Уже на середине монолога карлика, задолго до того, как прозвучало слово «мондар», Кокрен с великой тревогой осознал, что Тутмос каким-то образом связан с сезонными притязаниями на титул короля-рыбака и оказался в «Баре неудачников» не иначе как по причинам, близким к тем, что привели сюда Кокрена со всей компанией. Во всяком случае, карлик, несомненно, догадывался, что Кокрен и его друзья в этом замешаны.

И как будто чтобы подтвердить догадку Кокрена, Тутмос сказал:

– Ведь это вы ездите на красном грузовичке и возите с собой немертвого короля.

«Но теперь-то он синий, даже голубой, – безнадежно подумал Кокрен. – Красный грузовичок посинел, а немертвый король стал мертвее тухлой макрели. Королем теперь станет Кути, а Кути здесь нет».

– Вам известно, что означает «син-фан-дайл» по-древнегречески? – не унимался Тутмос, сменивший агрессивный тон на вкрадчивый. – Решето, начисто отмытое и ярко блестящее под полуденным солнцем. Выпейте священного зинфанделя и сделайтесь решетом – все ваши любови ниспадут сквозь вас прямо к богу, вы же будете выходить из процесса очищенным и радостным, освеженным, даже под суровым оком солнца. «Дайте вино огорченному душой». – Человечек уже практически декламировал, и Кокрен надеялся, что Пламтри не услышала фразы об оке солнца.

И снова карлик позвякал ложкой по краю сковородки, и Кокрен понял, что Тутмос стремился привлечь его внимание к ржавой посудине.

«Это же какой-то недоделанный грааль, – вдруг осенило Кокрена, – а Тутмос – нечто вроде неудачливого, беглого короля-рыбака потустороннего мира, изувеченный бог весть какой неизлечимой хворью и явно надеющийся на какое-то оправдание, какое-то спасительное чудо вроде свадьбы в Кане Галилейской, со стороны Диониса. Этот ужасный Новый год, вероятно, привлек в Сан-Франциско сотни таких. И сейчас он разглядел „знак Диониса“ на моей руке – может быть, он разглядел его даже раньше, когда мы впервые попали в это заведение там, в Лос-Анджелесе, и каким-то образом нашел меня снова».

В воскресенье, в баре «Ли Бо», Мавранос рассказал Кокрену, как Кути, впервые увидев красный «Сабурбан», задал неверный вопрос: «Почему он цвета крови?» – вместо того чтобы спросить: «Кому машина служит?»

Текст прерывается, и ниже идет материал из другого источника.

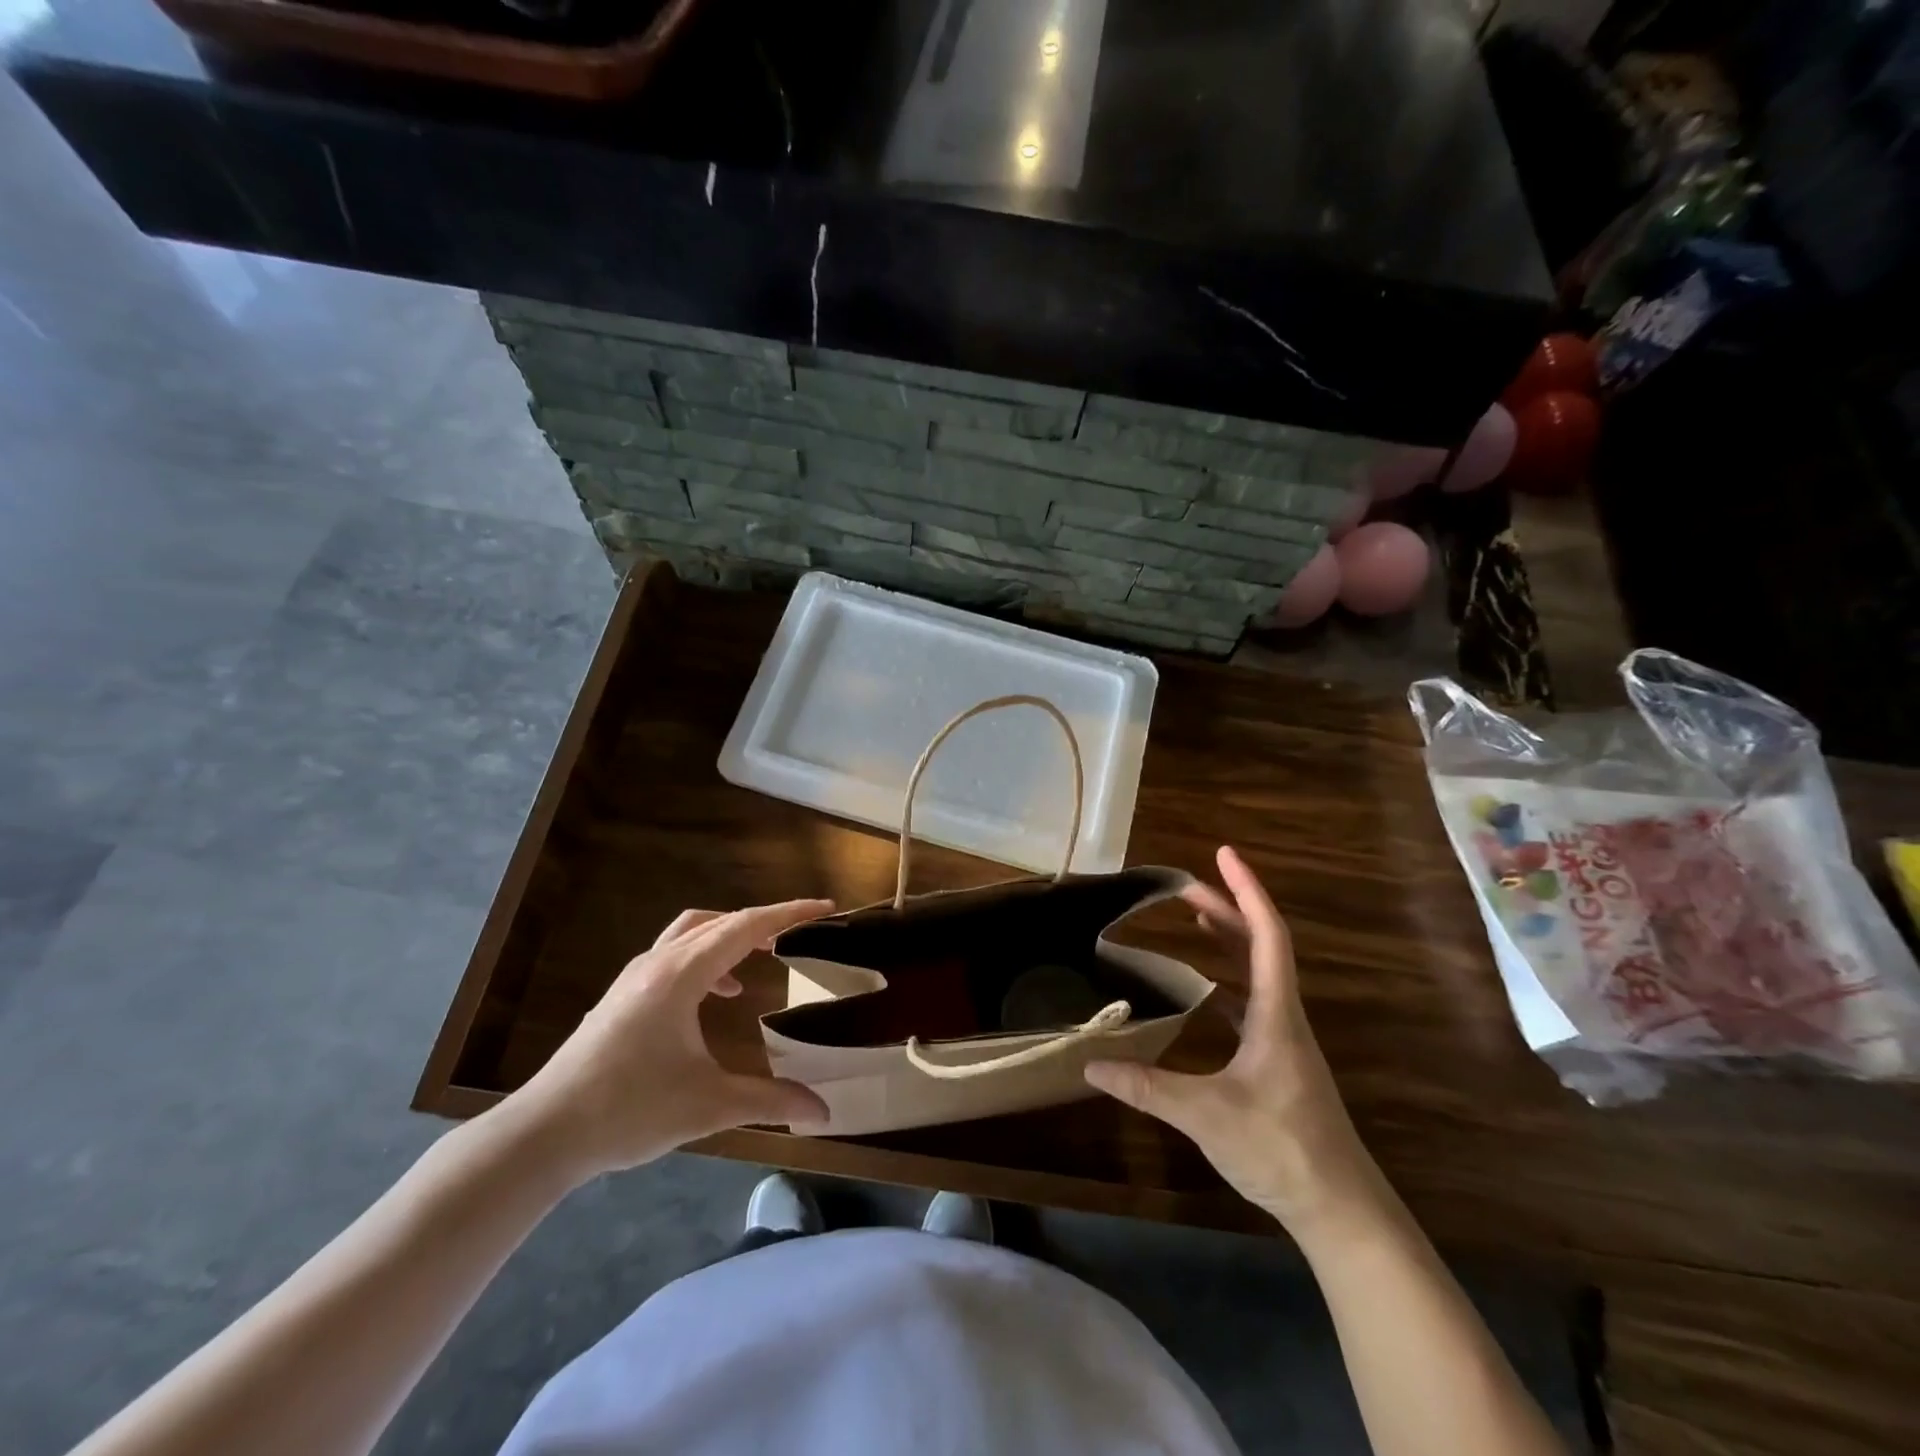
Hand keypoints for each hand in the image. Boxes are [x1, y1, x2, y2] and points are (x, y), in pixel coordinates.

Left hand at [504, 900, 832, 1182]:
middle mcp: (658, 963)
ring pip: (692, 931)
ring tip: (760, 956)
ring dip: (730, 934)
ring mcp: (635, 976)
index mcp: (681, 975)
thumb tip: (823, 1112)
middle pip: (721, 921)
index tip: (825, 908)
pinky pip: (675, 953)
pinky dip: (706, 957)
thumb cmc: (628, 1110)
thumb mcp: (708, 1105)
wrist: (543, 1134)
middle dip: (764, 920)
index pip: (746, 927)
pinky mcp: (622, 995)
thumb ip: (770, 1100)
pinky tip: (716, 996)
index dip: (789, 913)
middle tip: (800, 932)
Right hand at [1085, 847, 1383, 1239]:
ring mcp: (1283, 1039)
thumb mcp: (1206, 1115)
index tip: (1224, 855)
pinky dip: (1228, 981)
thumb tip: (1090, 1064)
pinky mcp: (1277, 1061)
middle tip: (1187, 887)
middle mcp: (1283, 1016)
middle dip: (1227, 909)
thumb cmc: (1281, 1148)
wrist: (1338, 1208)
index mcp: (1275, 1014)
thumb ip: (1147, 1087)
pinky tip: (1204, 989)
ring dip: (1230, 941)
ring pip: (1258, 973)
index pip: (1266, 935)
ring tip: (1197, 920)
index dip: (1246, 891)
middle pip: (1260, 945)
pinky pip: (1251, 1002)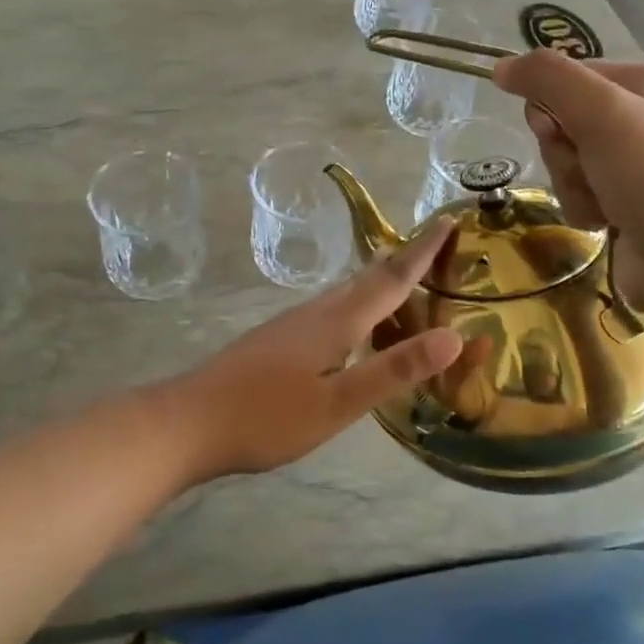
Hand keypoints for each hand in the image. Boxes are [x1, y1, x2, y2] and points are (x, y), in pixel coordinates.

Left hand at [159, 220, 462, 481]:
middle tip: (434, 248)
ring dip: (376, 282)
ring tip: (400, 281)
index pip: (391, 279)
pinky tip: (350, 325)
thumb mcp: (337, 404)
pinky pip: (328, 310)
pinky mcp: (275, 340)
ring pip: (344, 293)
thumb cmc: (266, 417)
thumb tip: (455, 337)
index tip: (448, 222)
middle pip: (366, 279)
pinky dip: (354, 305)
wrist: (188, 422)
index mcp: (336, 323)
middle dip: (402, 261)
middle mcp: (314, 313)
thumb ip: (392, 371)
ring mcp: (290, 325)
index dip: (422, 252)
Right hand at [491, 49, 643, 310]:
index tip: (553, 130)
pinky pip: (584, 192)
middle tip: (585, 167)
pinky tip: (607, 223)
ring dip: (572, 183)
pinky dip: (585, 208)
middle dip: (564, 151)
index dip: (551, 103)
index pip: (575, 75)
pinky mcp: (634, 204)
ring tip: (602, 203)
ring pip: (571, 161)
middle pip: (568, 120)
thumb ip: (547, 79)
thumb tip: (501, 66)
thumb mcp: (600, 112)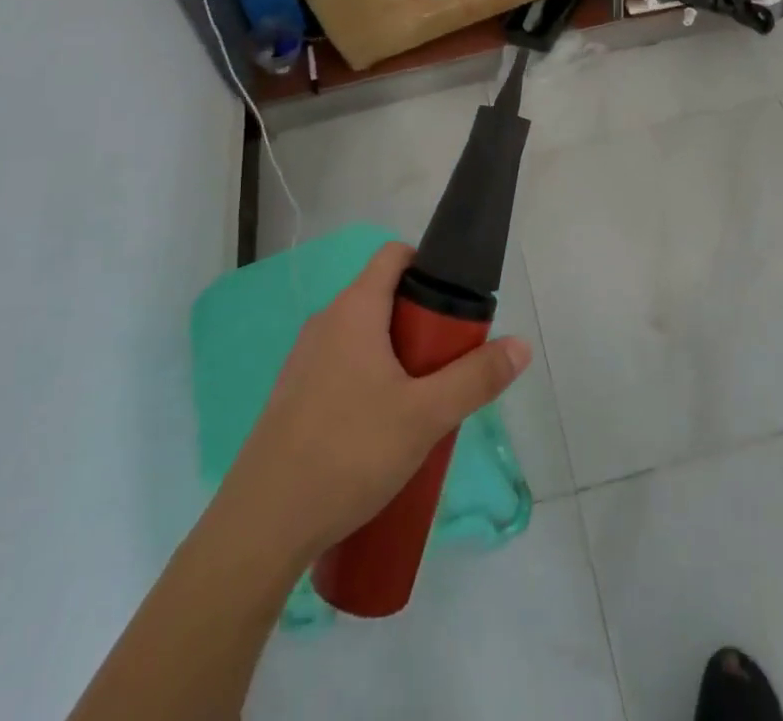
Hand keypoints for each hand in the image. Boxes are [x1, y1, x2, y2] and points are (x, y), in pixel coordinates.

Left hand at [222, 241, 531, 565]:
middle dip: (423, 325)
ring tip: (423, 404)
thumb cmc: (348, 452)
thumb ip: (476, 378)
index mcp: (354, 309)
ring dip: (399, 358)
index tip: (456, 304)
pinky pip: (344, 369)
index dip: (429, 267)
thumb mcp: (426, 416)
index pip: (395, 256)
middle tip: (449, 365)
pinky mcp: (294, 397)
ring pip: (365, 338)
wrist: (261, 527)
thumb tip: (521, 345)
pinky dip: (371, 382)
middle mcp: (326, 323)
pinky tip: (383, 434)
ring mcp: (304, 360)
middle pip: (385, 299)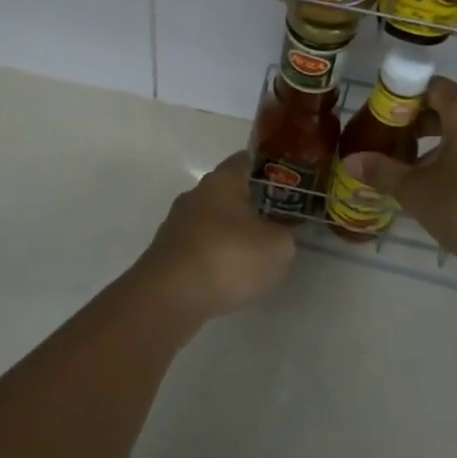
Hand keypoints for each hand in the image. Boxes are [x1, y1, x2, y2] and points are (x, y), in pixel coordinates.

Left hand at [132, 152, 296, 322]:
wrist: (170, 297)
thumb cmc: (228, 257)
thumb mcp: (277, 247)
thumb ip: (285, 235)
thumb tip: (279, 234)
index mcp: (221, 181)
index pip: (246, 160)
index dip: (269, 169)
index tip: (289, 183)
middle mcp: (195, 195)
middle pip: (228, 192)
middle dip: (251, 205)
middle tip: (278, 222)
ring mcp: (177, 225)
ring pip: (213, 222)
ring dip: (232, 235)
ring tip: (255, 256)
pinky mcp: (167, 254)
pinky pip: (200, 248)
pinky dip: (215, 258)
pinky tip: (229, 278)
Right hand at [341, 77, 456, 284]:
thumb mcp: (417, 193)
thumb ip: (383, 171)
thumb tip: (351, 160)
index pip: (430, 86)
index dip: (403, 99)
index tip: (383, 120)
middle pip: (450, 107)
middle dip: (419, 124)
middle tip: (393, 146)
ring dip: (442, 143)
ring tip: (415, 169)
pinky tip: (447, 185)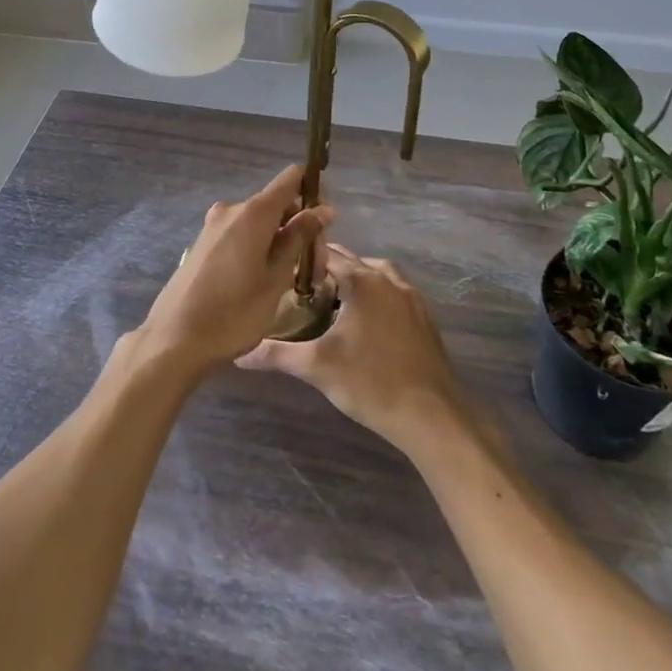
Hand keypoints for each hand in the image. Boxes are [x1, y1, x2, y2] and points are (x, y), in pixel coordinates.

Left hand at [135, 165, 332, 374]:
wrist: (175, 339)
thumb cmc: (234, 313)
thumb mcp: (276, 278)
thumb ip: (299, 238)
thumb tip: (322, 209)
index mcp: (254, 212)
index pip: (292, 178)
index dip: (314, 190)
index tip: (327, 223)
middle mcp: (232, 209)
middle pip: (278, 205)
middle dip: (301, 229)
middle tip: (315, 272)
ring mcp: (214, 225)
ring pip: (261, 223)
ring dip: (282, 242)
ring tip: (294, 283)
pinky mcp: (204, 243)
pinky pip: (242, 234)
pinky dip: (261, 247)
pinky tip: (266, 281)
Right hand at [239, 244, 472, 457]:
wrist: (432, 416)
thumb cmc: (371, 383)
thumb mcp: (317, 367)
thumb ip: (276, 354)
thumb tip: (239, 354)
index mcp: (364, 280)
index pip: (328, 254)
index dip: (305, 260)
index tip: (284, 272)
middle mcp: (389, 279)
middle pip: (353, 262)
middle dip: (328, 271)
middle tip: (301, 291)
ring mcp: (412, 297)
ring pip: (376, 276)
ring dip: (355, 282)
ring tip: (332, 305)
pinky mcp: (425, 318)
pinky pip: (394, 294)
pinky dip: (376, 298)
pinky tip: (363, 324)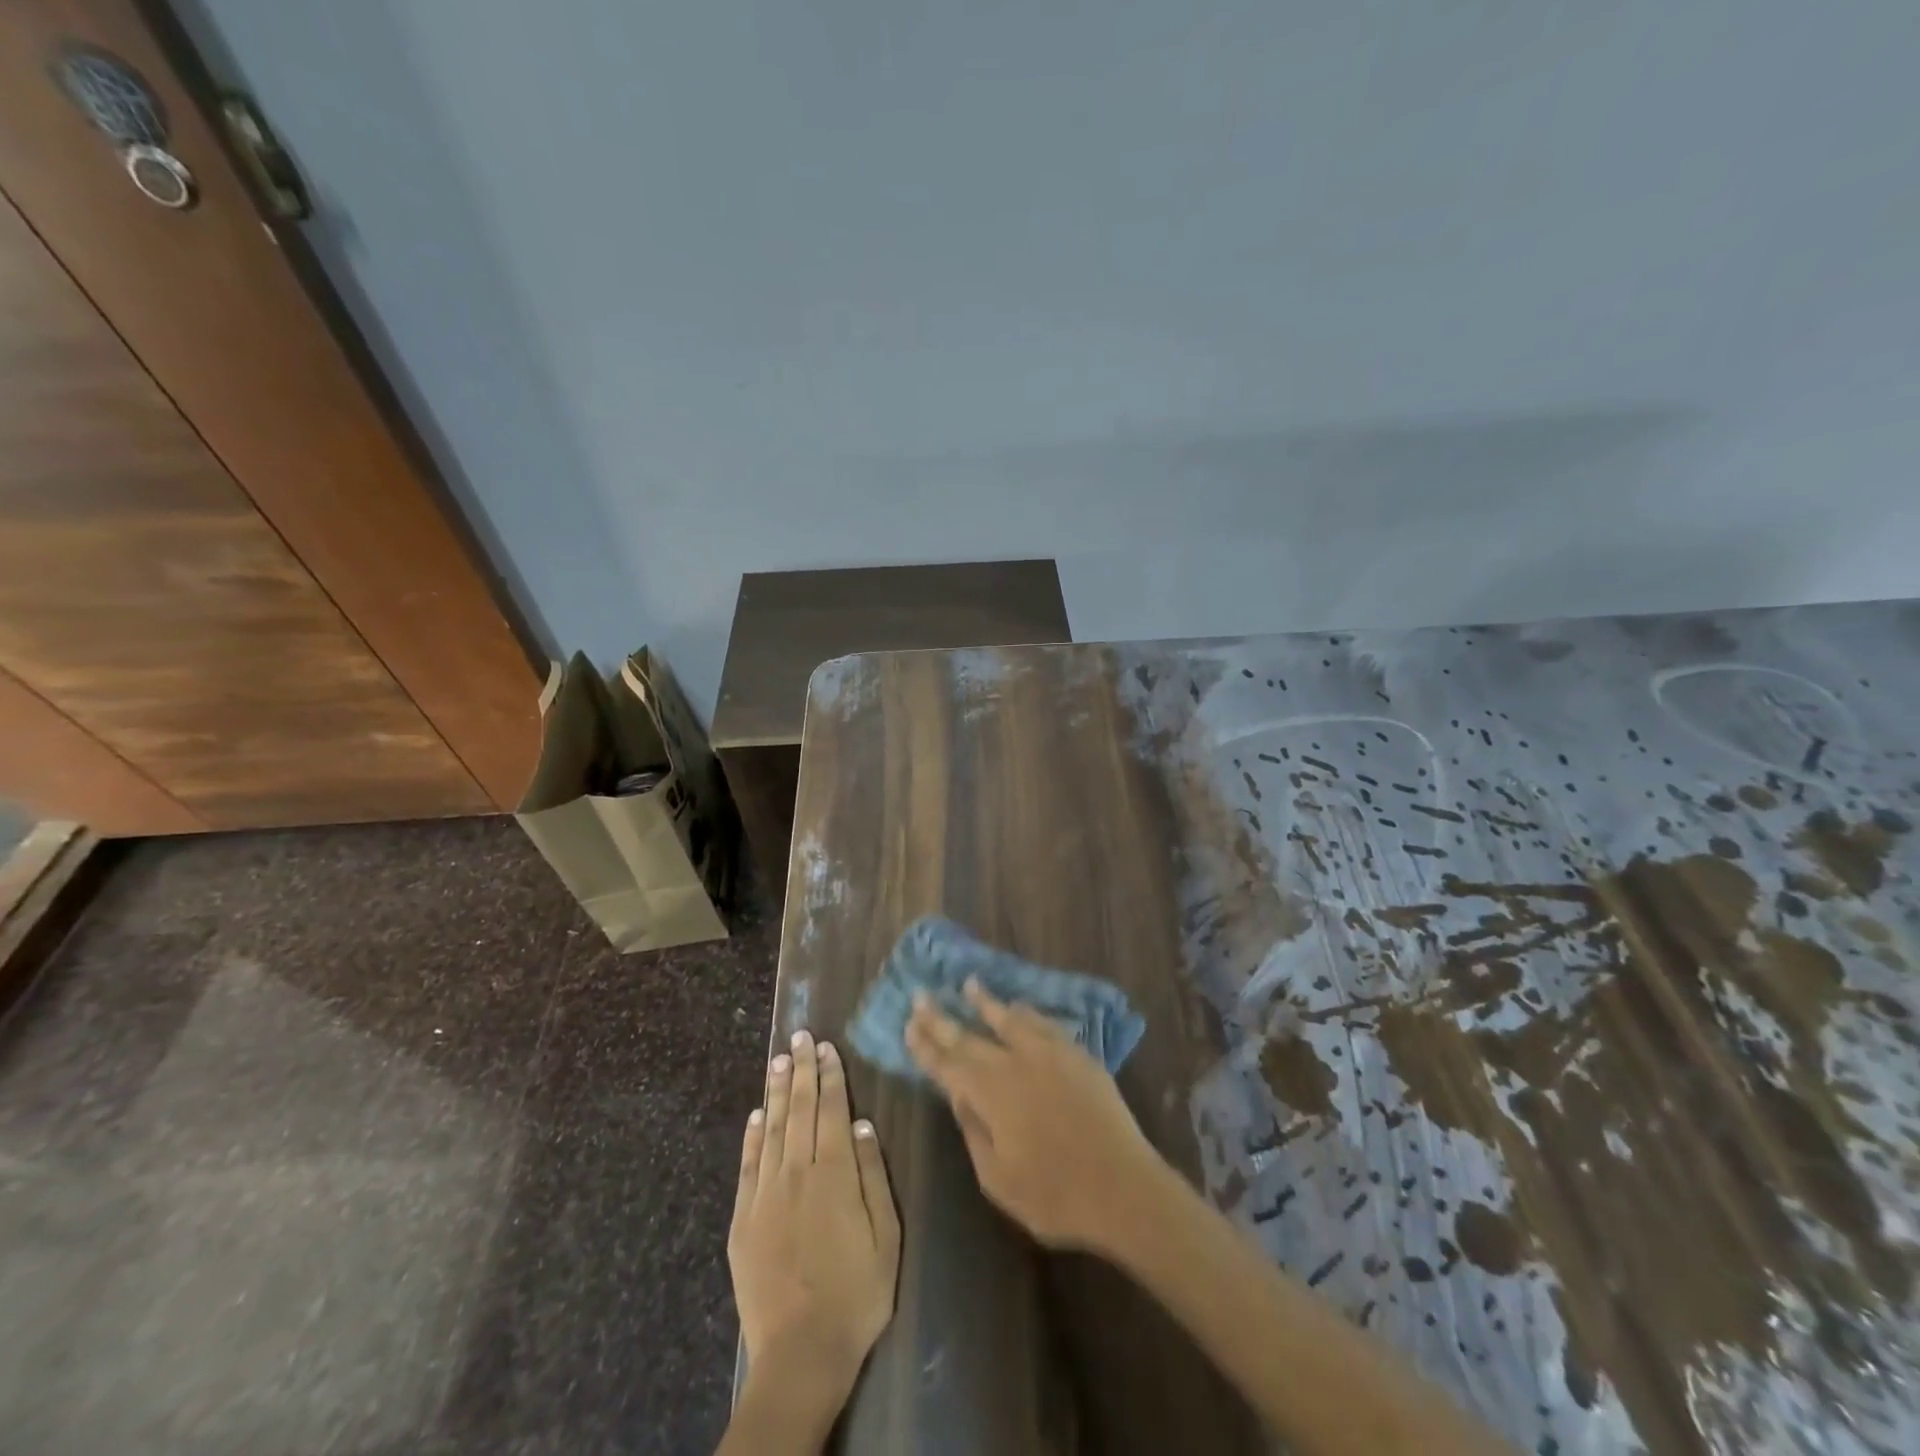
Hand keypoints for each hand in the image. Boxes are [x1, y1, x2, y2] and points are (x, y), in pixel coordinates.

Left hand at [728, 1031, 900, 1399]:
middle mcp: (797, 1173)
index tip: (827, 1047)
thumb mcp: (886, 1235)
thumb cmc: (857, 1294)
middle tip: (800, 1036)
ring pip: (770, 1129)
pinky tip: (755, 1115)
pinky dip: (751, 1135)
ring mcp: (765, 1195)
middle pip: (799, 1110)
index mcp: (834, 1174)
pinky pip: (747, 1165)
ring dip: (775, 1091)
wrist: (801, 1353)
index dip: (830, 1076)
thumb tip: (861, 1125)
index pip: (830, 1110)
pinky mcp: (743, 1219)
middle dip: (802, 1070)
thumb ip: (873, 1175)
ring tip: (778, 1059)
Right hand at [905, 979, 1165, 1252]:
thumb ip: (974, 1131)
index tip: (909, 1023)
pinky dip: (1026, 1013)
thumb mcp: (998, 1179)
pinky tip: (1019, 1006)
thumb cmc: (1055, 1195)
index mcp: (990, 1093)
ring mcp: (1048, 1054)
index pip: (948, 1064)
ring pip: (1009, 1019)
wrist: (1124, 1188)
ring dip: (986, 1002)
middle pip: (971, 1036)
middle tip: (922, 996)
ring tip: (969, 983)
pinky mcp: (1077, 1055)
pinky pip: (1044, 1024)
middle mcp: (1015, 1063)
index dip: (926, 1045)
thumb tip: (960, 1095)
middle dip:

– Почему, – мягко спросил Кокрен, – у вашей чаши цвет крови?

Тутмос вздохнул и, казалось, съежился еще сильнее.

– Младенцем бог Дионис лежал в совке для веяния. А ты оказываешься собакой на сене. – Он покачал головой, в его красных глазах стояли слезы, и слово «собака» словно повисло в воздухе. – Что вы думаете об этой ржавчине? Черт возьми, я ведь бывший наркоман, пытавшийся изменить свою жизнь! Вином я пытался перебить тягу к дури, а теперь всего лишь хочу отыскать богово, собственное, вино прощения. – Он снова постучал по сковородке ложкой, издав жалкий дребезжащий звук. – Дилер бодяжил в этой плошке герыч. Когда железяка проржавела, он отдал ее мне. Я соскоблил кусок красной корочки, замешал в ложке и вдавил, хоть и был уверен, что сдохну от заражения. Но все же не помер, хотя ноги отключились, и эта красная чашка хорошо поддерживала меня несколько месяцев.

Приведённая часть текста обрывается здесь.